Santiago Alba Rico (Madrid, 1960) estudió filosofía en la Universidad Complutense de Madrid. Entre 1984 y 1991 fue
guionista de tres programas de televisión española (el muy conocido La Bola de Cristal entre ellos).
Ha publicado artículos en numerosos periódicos y revistas y, entre sus obras, se cuentan los ensayos "Dejar de pensar",
"Volver a pensar", "Las reglas del caos"
(libro finalista del premio Anagrama 1995), "La ciudad intangible", "El islam jacobino", “Vendrá la realidad y nos
encontrará dormidos”, “Leer con niños” y “Capitalismo y nihilismo”, así como dos antologías de sus guiones: “Viva el
Mal, viva el Capital” y “Viva la CIA, viva la economía”.

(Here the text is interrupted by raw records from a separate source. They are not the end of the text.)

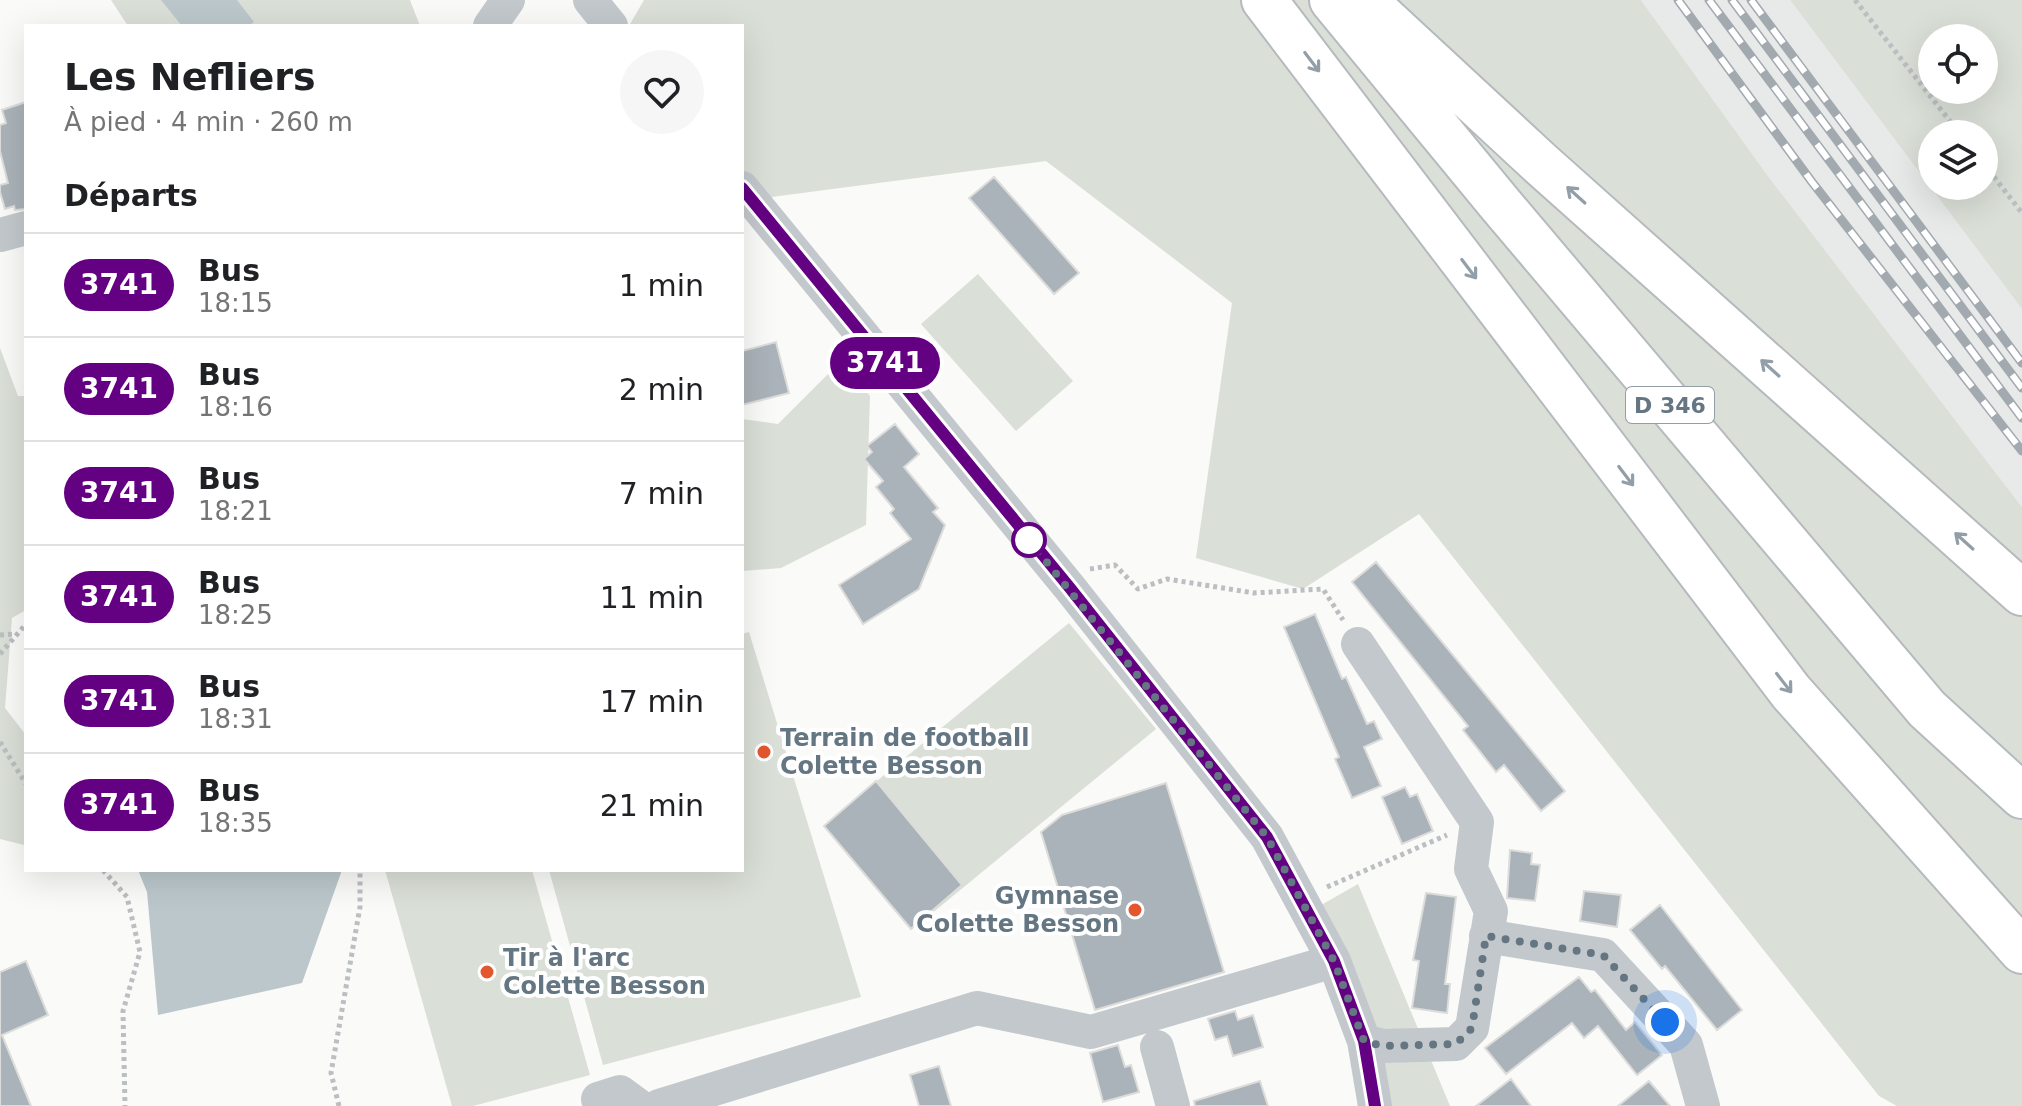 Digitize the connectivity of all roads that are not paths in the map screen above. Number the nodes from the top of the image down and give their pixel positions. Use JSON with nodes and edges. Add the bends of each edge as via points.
{"nodes":[{"id":1,"x":508,"y":0,"type":"edge"},
{"id":2,"x":590,"y":0,"type":"edge"},
{"id":3,"x":1264,"y":0,"type":"edge"},
{"id":4,"x":1332,"y":0,"type":"edge"},
{"id":5,"x":1364,"y":0,"type":"edge"},
{"id":6,"x":491,"y":24,"type":"edge"},
{"id":7,"x":609,"y":24,"type":"edge"},
{"id":8,"x":744,"y":190,"type":"edge"},
{"id":9,"x":24,"y":229,"type":"edge"},
{"id":10,"x":0,"y":235,"type":"edge"},
{"id":11,"x":2022,"y":593,"type":"edge"},
{"id":12,"x":1358,"y":644,"type":"road end"},
{"id":13,"x":2022,"y":796,"type":"edge"},
{"id":14,"x":1486,"y":936,"type":"junction"},
{"id":15,"x":2022,"y":951,"type":"edge"},
{"id":16,"x":1334,"y":961,"type":"junction"},
{"id":17,"x":1364,"y":1041,"type":"junction"},
{"id":18,"x":1157,"y":1047,"type":"dead end"},
{"id":19,"x":598,"y":1099,"type":"dead end"},
{"id":20,"x":639,"y":1106,"type":"edge"},
{"id":21,"x":659,"y":1106,"type":"edge"},
{"id":22,"x":1173,"y":1106,"type":"edge"},
{"id":23,"x":1375,"y":1106,"type":"edge"},
{"id":24,"x":1703,"y":1106,"type":"edge"}],
"edges":[{"from":1,"to":6,"type":"street"},
{"from":2,"to":7,"type":"street"},
{"from":3,"to":15,"type":"main road","one_way":true,"via":[[1791,692]]},
{"from":4,"to":13,"type":"main road","number":"D 346","via":[[1927,709]]},
{"from":11,"to":5,"type":"main road","one_way":true},
{"from":8,"to":16,"type":"street","via":[[1267,837]]},
{"from":9,"to":10,"type":"street"},
{"from":12,"to":14,"type":"street","via":[[1477,822],[1471,869],[1491,911]]},
{"from":14,"to":17,"type":"street","via":[[1472,1028],[1456,1044],[1382,1046]]},
{"from":14,"to":24,"type":"street","via":[[1603,955],[1686,1045]]},
{"from":16,"to":17,"type":"street"},
{"from":16,"to":21,"type":"street","via":[[1091,1032],[977,1008]]},
{"from":17,"to":23,"type":"street"},
{"from":18,"to":22,"type":"street"},
{"from":19,"to":20,"type":"street","via":[[620,1092]]}]} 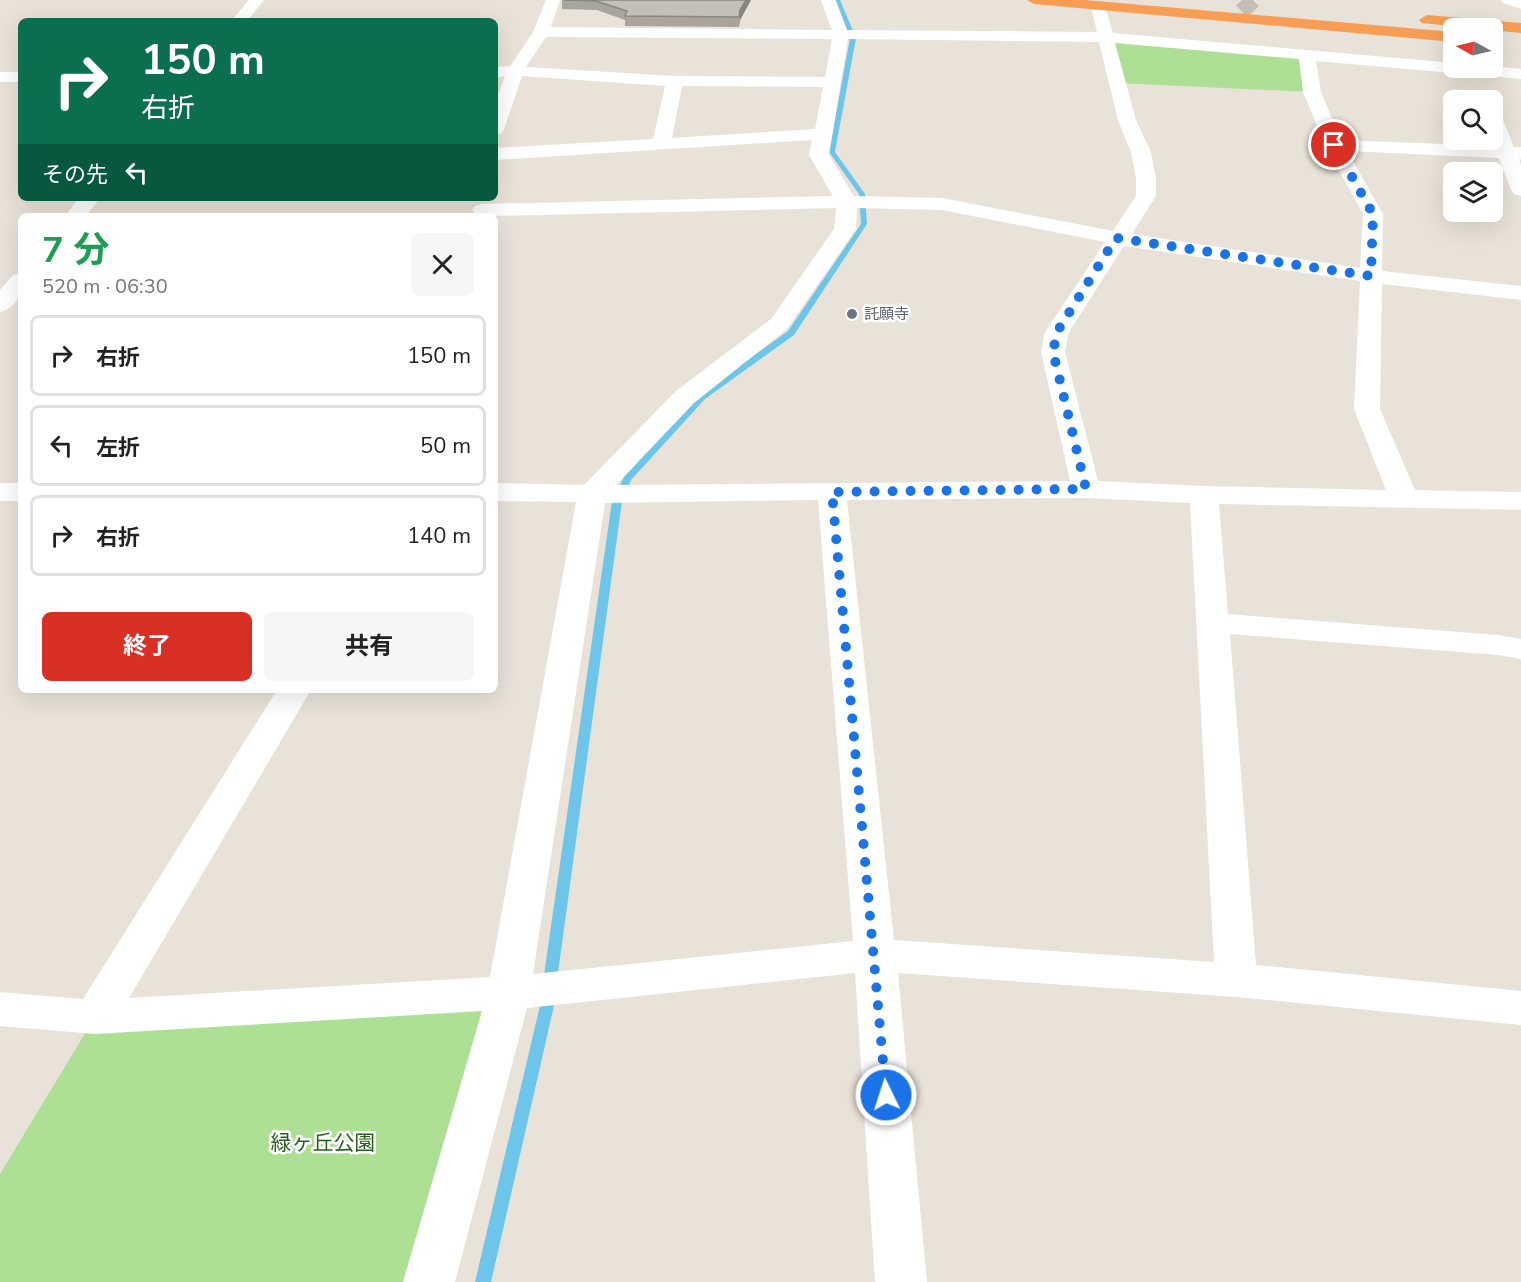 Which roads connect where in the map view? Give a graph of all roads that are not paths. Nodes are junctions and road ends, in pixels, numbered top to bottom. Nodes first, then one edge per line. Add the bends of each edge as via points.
1 (257, 0) edge
2 (552, 0) edge
3 (828, 0) edge
4 (1034, 0) edge
5 (1192, 0) edge
6 (1508, 0) edge
7 (1105, 3) edge
8 (1521, 5) edge
9 (1413, 11) dead end
10 (242, 18) edge
11 (1521, 20) edge
12 (1443, 28) edge
13 (1521, 28) edge
14 (541, 32) junction
15 (1503, 33) edge
16 (841, 34) junction
17 (1521, 35) edge
18 (1443, 36) edge
19 (1106, 37) junction
20 (1503, 41) edge
21 (1521, 42) edge
22 (1307, 55) junction
23 (1443, 66) edge
24 (515, 71) junction
25 (498, 72) edge
26 (1503, 72) edge
27 (1521, 74) edge
28 (0, 77) edge
29 (18, 77) edge
30 (1479, 78) edge
31 (675, 81) junction
32 (832, 82) junction
33 (1484, 90) dead end
34 (498, 120) edge
35 (823, 134) junction
36 (1503, 134) edge
37 (661, 144) junction
38 (1334, 145) junction
39 (1513, 152) edge
40 (498, 154) edge
41 (1521, 190) edge
42 (88, 201) edge
43 (848, 202) junction
44 (482, 208) edge
45 (78, 213) edge
46 (1116, 238) junction
47 (1371, 276) junction
48 (18, 284) edge
49 (1521, 293) edge
50 (0, 305) edge
51 (1086, 489) junction
52 (0, 492) edge
53 (18, 492) edge
54 (498, 492) edge
55 (832, 492) junction
56 (592, 494) junction
57 (1204, 495) junction
58 (1404, 498) junction
59 (1521, 501) edge
60 (1212, 623) junction
61 (1521, 649) edge
62 (292, 693) edge
63 (875, 956) junction
64 (1236, 981) junction
65 (508, 993) junction
66 (1521, 1008) edge
67 (0, 1009) edge
68 (95, 1017) junction
69 (429, 1282) edge
70 (901, 1282) edge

Es también autor de un relato para niños de título "El mundo incompleto" y ha colaborado en numerosas obras
colectivas de análisis político (sobre el 11-S, sobre el 11-M, sobre Cuba, sobre Venezuela, Iraq, etc.). Desde 1988 vive
en el mundo árabe, habiendo traducido al castellano al poeta egipcio Naguib Surur y más recientemente al novelista
iraquí Mohammed Jydair.
En los últimos años viene colaborando en numerosos medios, tanto digitales como en papel (la conocida web de
información alternativa Rebelión, Archipiélago, Ladinamo, Diagonal etc.). En Venezuela ha publicado junto a Pascual
Serrano el libro “Medios violentos (palabras e imágenes para la guerra)” (El Perro y la Rana, 2007). En Cuba ha
publicado “La ciudad intangible” y “Cuba; la ilutración y el socialismo”.